Inside the college auditorium Kerry takes the stage coughing and sniffling, like a Method actor preparing for a NyQuil commercial audition.

He seems tired, which may explain his desire to relay the four hours’ sleep anecdote about finals week. He soldiers through his speech. It’s a little flat. The strain of the campaigning appears to be getting to him, if not to his standing in the latest polls.

`Small Town’

That night at the Portsmouth VFW hall, to the tune of his campaign theme song “Small Town” by John Mellencamp, Edwards wades through a thick crowd of 400 or so. Edwards’ press guy is quietly frantic: A rogue photographer has left the media holding pen and positioned herself on the makeshift, in-the-round stage, where the Ordinary Citizens are supposed to be.
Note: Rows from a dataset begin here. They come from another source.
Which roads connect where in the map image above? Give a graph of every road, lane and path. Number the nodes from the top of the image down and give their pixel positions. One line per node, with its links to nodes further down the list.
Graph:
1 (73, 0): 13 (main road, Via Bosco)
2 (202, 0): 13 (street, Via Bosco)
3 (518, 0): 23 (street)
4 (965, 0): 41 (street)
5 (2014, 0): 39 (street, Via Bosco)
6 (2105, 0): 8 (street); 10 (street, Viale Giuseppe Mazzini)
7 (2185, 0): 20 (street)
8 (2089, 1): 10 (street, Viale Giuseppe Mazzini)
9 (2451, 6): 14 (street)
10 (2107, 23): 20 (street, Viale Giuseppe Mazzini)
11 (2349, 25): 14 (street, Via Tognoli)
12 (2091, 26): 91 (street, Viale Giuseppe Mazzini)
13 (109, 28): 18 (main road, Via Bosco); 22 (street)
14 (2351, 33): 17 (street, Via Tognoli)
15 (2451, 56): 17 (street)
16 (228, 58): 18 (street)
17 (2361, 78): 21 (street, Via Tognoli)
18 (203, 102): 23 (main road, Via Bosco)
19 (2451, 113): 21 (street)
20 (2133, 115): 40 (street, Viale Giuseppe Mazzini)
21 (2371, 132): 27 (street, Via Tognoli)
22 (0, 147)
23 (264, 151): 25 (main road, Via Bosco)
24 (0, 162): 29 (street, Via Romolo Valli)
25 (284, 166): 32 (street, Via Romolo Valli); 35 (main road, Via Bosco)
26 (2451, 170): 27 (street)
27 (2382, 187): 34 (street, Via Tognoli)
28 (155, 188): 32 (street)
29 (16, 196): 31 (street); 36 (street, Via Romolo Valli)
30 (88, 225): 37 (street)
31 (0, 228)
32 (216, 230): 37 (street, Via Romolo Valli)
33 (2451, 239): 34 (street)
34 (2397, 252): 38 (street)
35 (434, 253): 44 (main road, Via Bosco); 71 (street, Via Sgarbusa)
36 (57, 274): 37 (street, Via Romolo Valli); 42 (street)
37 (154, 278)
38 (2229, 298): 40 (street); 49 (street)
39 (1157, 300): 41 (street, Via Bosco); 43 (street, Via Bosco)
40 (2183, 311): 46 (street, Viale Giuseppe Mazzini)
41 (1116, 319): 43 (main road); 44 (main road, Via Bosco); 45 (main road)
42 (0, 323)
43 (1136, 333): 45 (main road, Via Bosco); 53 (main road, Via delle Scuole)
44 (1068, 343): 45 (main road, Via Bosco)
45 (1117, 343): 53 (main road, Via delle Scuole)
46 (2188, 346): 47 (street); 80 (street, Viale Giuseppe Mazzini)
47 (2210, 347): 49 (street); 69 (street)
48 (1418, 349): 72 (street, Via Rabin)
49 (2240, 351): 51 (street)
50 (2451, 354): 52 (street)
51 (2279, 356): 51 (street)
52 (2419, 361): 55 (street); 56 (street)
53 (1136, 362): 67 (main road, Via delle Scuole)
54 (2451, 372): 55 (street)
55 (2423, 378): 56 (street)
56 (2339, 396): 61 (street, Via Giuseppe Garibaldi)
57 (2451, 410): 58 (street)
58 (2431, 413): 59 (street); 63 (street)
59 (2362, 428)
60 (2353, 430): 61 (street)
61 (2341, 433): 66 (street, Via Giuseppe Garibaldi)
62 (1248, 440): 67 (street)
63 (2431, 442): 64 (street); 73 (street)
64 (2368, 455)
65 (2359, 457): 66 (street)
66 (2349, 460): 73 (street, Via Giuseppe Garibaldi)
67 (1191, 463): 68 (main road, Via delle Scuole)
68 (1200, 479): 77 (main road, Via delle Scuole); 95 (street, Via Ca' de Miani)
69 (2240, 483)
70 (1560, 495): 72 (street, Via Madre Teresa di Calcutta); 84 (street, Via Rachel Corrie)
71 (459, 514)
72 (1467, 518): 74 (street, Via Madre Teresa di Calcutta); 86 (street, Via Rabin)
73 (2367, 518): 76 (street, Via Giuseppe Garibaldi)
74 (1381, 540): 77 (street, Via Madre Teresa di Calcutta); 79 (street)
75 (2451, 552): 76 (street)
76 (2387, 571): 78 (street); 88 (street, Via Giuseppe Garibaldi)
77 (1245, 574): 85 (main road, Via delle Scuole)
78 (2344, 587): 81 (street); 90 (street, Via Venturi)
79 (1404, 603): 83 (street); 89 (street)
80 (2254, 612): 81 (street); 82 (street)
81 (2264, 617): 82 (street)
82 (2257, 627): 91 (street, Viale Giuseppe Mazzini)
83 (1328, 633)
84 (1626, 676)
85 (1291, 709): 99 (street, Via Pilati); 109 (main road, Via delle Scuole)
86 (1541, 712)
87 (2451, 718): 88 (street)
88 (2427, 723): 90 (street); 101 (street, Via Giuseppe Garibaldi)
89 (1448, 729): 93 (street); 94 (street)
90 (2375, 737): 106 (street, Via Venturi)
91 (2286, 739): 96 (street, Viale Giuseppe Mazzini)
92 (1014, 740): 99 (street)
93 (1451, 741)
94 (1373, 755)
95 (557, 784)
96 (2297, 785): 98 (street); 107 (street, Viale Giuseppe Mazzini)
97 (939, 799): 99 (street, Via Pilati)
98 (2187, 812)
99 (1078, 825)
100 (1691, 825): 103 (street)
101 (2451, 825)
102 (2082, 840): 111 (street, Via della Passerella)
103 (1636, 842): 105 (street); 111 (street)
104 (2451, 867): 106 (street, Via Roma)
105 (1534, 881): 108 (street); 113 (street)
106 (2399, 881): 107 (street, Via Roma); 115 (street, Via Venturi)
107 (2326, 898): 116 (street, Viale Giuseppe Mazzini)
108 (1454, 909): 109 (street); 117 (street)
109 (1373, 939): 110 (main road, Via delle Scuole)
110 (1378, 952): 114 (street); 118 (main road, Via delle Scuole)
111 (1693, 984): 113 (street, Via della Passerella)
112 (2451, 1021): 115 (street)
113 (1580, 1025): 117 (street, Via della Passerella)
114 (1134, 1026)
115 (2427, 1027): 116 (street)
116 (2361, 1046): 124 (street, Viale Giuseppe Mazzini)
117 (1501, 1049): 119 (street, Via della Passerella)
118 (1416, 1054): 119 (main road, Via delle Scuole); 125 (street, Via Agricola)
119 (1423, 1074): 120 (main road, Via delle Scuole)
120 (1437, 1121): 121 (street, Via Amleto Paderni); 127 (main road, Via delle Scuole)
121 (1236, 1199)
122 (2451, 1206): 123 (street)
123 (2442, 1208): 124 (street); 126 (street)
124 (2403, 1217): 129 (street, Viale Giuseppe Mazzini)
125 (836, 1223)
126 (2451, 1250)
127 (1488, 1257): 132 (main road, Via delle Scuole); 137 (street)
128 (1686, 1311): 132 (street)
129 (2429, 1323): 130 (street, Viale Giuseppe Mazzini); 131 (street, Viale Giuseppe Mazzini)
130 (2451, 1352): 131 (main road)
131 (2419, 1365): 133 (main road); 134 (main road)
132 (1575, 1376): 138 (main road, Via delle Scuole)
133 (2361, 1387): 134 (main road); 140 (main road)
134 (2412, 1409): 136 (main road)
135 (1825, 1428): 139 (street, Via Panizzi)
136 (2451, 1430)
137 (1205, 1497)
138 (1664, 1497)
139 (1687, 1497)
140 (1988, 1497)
“I’m just screwed, I can’t control these people,” the young man says, before giving up. Edwards’ stump speech — a canny blend of populist concerns and rhetorical clarity, tied to a theme of the “two Americas” under Bush — is a pip. Virtually none of its punch can be detected the following night in the bits and pieces recycled for the debate.
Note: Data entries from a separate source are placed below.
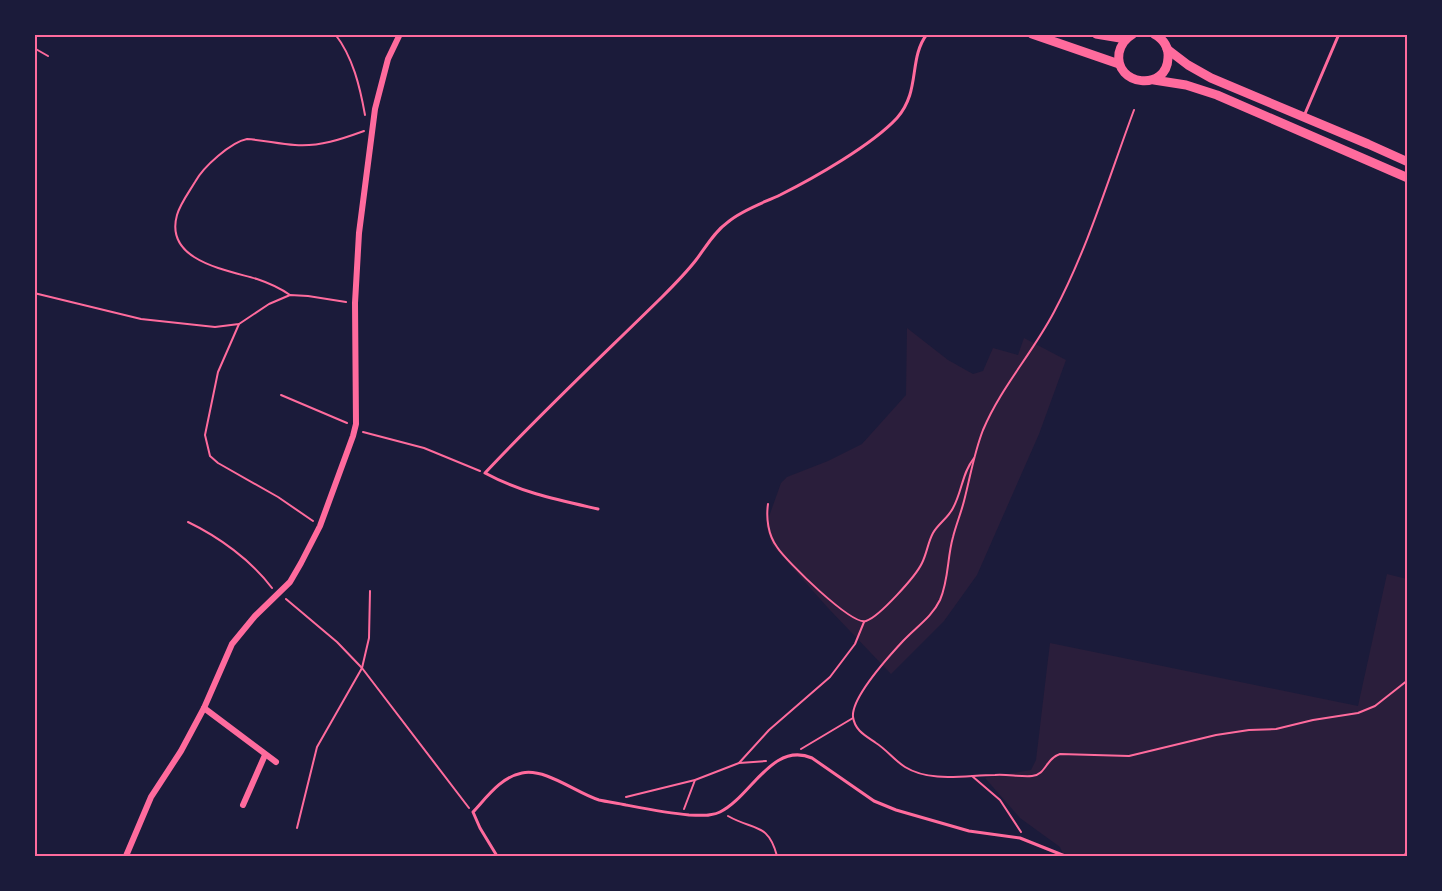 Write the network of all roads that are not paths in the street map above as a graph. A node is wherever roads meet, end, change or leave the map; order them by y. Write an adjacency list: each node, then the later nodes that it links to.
1 (400, 34): 15 (street)
2 (927, 34): 14 (lane)
3 (1032, 34): 9 (main road)
4 (1096, 34): 7 (main road)
5 (1154, 34): 8 (main road)
6 (1339, 34): 11 (lane)
7 (1129, 37): 9 (main road)
8 (1167, 49): 10 (main road); 11 (main road)
9 (1119, 64): 10 (main road)
10 (1154, 80): 13 (main road)
11 (1304, 116): 12 (main road)
12 (1407, 162)
13 (1407, 178)
14 (598, 509)
15 (204, 708): 16 (street); 20 (street)
16 (265, 755): 17 (street); 18 (street)
17 (276, 762)
18 (243, 805)
19 (1407, 849): 23 (lane)
20 (126, 856)
21 (497, 856): 22 (lane)
22 (1065, 856)
23 (1405, 856)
Back at JD’s, hanging with the YRs, I realize I’m the oldest person at the table by nearly 10 years. They are a nice enough bunch of folks: state senate aids, real estate people, consultants. New Hampshire YR chair Chris Williams came to New Hampshire to work on the McCain campaign in 2000, and then stayed.

He’s asked who he’d relish going up against in November. “Dean!” he says, after a nanosecond. He grins. Bush’s toughest potential opponent? “Kerry,” he says, adding that Kerry could probably best the president in a debate setting.

The debate begins. A few minutes later everyone’s talking, briefly, about the ’70s-porn-movie lighting and how lousy all the Dems look as a result.

Dennis Kucinich mentions funding for the arts, and government spending on “the creativity of our children.” “Yeccccch,” says Mark Sanborn, who’s in real estate. “Is it just me, or does Kerry look lost tonight?” offers someone at the far end of the table.

Iowa yelp

The debate ends, and everyone sticks around for Diane Sawyer’s TV interview with Howard and Judy Dean. Dean tries to laugh off the Iowa yelp. Someone at the end of the table does his own version of the holler.

YR chair Williams, scanning the check the waitress has just dropped on the table, talks about being young and Republican in a town that’s lousy with campaigning Democrats. “Out-of-town Democrats,” he’s quick to specify.

With a friendly smile, he says: “It’s not our turn right now. So we sit back and watch the show, basically. Once they choose their nominee, we get to swing into action.”

“And that’s when the fun begins.”

Someone does the Dean yelp again. Everybody laughs. Then, closing up his wallet, Williams relays what Fox News would label a Big Fact: He heard recently that the ABC News bus, one of many media buses crawling the streets and highways of New Hampshire this week, used to belong to Justin Timberlake.